Thursday, February 25th, 2010

Lamborghini have produced some of the most hardcore cars ever to grace the streets. The overt machismo of the designs aren’t to everyone’s taste. But you can’t help but admire the defin­ition of automotive exotic. Here are a few of our fave Lambos, from concepts to classics.


The Black Bull: Ankonian Concept

The rarified world of academic car design throws up some inter­esting concepts every now and then. Many are worthy responses to real-​​life briefs from within the car industry and offer constructive solutions. Others take future scenarios and offer outlandish strategies for practical or aesthetic problems that haven’t arisen yet. Other just look evil. Firmly in the latter category is designer Slavche Tanevsky’s ‘Ankonian’ concept for Lamborghini from 2009. This concept was, appar­ently, named after a breed of bull famous for its black bristly hair – and basically pushed the real-​​life Reventon design signa­tures to their ultimate conclusion. The designer had a healthy amount of practical help from the inhouse team at Lamborghini/​Audi, so as you can see, the model he produced looks good enough to develop. Give the man a job.


The Psycho Banker: Murcielago LP640
Year of manufacture: 2006 – 2010
Engine: V 12 – 6.4-litre displacement
Power: 640 HP
Max. speed: 330 km/​h
Number produced: Approx 4000

This is the car that raised new Lamborghini to new levels. Incorporating the sort of technology, like e-​​gears, cutting edge aerody­namics and light­weight construction crossed with strato­spheric power, the Murcielago defined the obsession with extremes in super car aspir­ation in the noughties. And for all its various manifest­a­tions, the original LP 640 in fighter-​​plane grey and black alloys is the Lamborghini for which we would most willingly sell a kidney.

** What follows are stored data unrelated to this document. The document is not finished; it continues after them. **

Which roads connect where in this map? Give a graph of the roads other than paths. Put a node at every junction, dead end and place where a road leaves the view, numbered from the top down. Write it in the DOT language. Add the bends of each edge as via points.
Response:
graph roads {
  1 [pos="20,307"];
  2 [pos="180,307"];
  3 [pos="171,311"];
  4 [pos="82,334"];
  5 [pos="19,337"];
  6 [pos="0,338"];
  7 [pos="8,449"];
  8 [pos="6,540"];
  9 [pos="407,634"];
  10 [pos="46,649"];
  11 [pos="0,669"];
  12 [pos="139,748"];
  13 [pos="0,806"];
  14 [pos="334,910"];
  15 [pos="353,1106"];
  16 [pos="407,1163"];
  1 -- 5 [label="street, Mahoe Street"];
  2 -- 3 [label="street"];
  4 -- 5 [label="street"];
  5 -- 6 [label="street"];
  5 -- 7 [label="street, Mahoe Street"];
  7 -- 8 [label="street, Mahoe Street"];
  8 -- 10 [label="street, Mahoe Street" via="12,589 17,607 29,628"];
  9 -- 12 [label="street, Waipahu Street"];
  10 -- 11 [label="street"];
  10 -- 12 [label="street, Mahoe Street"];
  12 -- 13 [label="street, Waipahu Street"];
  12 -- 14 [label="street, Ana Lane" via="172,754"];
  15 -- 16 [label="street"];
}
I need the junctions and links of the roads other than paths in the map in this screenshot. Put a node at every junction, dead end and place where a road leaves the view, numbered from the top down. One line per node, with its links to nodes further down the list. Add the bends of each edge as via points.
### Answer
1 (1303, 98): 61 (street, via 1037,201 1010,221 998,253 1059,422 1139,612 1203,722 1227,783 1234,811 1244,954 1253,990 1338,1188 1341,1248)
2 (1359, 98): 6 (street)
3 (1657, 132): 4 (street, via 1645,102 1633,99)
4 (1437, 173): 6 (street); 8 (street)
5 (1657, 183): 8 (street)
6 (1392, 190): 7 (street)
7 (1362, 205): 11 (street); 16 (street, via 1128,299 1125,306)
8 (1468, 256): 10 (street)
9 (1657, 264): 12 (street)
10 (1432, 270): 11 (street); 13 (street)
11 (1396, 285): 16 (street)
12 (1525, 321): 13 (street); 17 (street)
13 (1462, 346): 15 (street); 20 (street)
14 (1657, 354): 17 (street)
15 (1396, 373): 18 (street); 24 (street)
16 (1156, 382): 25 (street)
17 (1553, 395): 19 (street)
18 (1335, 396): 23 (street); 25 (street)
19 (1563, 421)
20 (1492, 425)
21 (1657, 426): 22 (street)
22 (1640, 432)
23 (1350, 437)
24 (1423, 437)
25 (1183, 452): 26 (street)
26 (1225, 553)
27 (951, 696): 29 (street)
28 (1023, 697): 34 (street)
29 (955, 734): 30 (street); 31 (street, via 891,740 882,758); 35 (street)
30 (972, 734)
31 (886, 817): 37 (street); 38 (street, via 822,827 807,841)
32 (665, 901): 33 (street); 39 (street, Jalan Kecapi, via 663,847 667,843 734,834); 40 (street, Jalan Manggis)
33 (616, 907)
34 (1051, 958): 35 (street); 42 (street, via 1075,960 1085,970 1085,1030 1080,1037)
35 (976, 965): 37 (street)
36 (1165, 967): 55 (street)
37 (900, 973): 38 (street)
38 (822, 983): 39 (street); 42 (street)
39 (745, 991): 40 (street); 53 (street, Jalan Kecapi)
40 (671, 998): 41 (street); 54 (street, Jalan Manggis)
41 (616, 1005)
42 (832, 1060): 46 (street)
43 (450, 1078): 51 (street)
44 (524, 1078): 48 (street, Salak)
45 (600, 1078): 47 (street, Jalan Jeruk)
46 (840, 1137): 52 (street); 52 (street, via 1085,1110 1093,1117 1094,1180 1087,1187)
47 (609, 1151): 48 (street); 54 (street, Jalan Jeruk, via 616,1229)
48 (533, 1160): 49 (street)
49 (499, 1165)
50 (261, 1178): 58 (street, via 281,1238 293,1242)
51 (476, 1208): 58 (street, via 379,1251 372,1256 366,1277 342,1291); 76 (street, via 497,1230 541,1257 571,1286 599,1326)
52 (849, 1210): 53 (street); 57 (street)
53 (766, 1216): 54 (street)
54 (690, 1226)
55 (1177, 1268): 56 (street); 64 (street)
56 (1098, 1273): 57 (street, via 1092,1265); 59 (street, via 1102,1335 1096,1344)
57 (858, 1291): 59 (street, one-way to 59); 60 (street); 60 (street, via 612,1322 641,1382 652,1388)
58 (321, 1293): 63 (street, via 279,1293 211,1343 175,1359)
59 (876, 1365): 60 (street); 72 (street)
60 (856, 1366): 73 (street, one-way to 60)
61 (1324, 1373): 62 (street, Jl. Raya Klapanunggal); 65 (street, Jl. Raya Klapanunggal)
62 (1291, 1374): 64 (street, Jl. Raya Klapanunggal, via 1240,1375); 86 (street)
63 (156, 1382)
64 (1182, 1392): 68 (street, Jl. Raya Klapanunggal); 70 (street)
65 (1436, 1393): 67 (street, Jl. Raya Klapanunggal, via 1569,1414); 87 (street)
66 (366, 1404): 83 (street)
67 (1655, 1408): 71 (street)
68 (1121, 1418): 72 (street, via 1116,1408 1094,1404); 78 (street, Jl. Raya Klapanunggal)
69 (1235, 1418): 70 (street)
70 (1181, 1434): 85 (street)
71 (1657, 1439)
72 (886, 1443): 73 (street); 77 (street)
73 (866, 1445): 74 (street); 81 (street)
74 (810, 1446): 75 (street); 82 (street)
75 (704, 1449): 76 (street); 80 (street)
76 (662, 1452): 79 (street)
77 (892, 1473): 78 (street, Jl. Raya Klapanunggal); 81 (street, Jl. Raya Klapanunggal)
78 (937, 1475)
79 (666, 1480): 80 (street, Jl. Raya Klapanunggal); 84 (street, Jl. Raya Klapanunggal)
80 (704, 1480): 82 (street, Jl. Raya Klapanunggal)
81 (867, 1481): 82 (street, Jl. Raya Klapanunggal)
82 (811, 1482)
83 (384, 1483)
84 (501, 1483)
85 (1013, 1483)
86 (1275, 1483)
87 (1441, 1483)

The 70s Porn Superstar: Miura SV
Year of manufacture: 1971 – 1972
Engine: V 12 – 4-​​litre displacement
Power: 385 HP
Max. speed: 300 km/​h
Number produced: 150

Having become a legend with the Miura and Miura S models since their production began in 1966, in the spring of 1971 Ferruccio Lamborghini surprised the world with the new Countach LP 400. Because the demand for the Miura was still high and prepar­a­tions were still underway for the mass production of the Countach LP 400, the company decided to present the evolution of the Miura, the SV model, with its wider mud guard and greatly revamped 385 HP engine with separate lubric­ating systems for engine and gearbox. The last Miura SV was delivered on 15th January 1973 to the son of the car manufac­turer Ferdinando Innocenti.


The rakish family man: Espada
Year of manufacture: 1968 – 1978
Engine: V 12 – 4-​​litre displacement
Power: 325350 HP
Max. speed: 245/​260 km/​h
Number produced: 1227 (all three series)

Espada became Lamborghini’s best seller from 1968 to 1978. The 4-​​seater was designed and built by Carrozzeria Bertone. Depending on the version, the 4-​​litre 12-​​cylinder engine developed between 325 and 350 HP. With 1,227 models produced – and from 1974 also available with a Chrysler automatic 3-​​gear gearbox – the Espada was the backbone of the company in financial terms, for eleven years.


The Devil: Diablo GT
Year of manufacture: 1999 – 2000
Engine: V 12 – 6-​​litre displacement
Power: 575 HP
Max. speed: 338 km/​h
Number produced: 83

The Diablo was the ultimate trans­itional Lambo. It’s chunky, brutal design wasn’t for everyone, but the aesthetic was moving toward the new look of the Murcielago and the Gallardo that were heralded by Audi’s involvement in the brand. In September 1999 Lamborghini presented Diablo GT at the frankfurt show as the world’s fastest production cars. To reach the promised 338 km/​h the GT had a 6-​​litre V12 engine, plus a completely revamped body and chassis. Only 83 were ever built. Brutal beauty.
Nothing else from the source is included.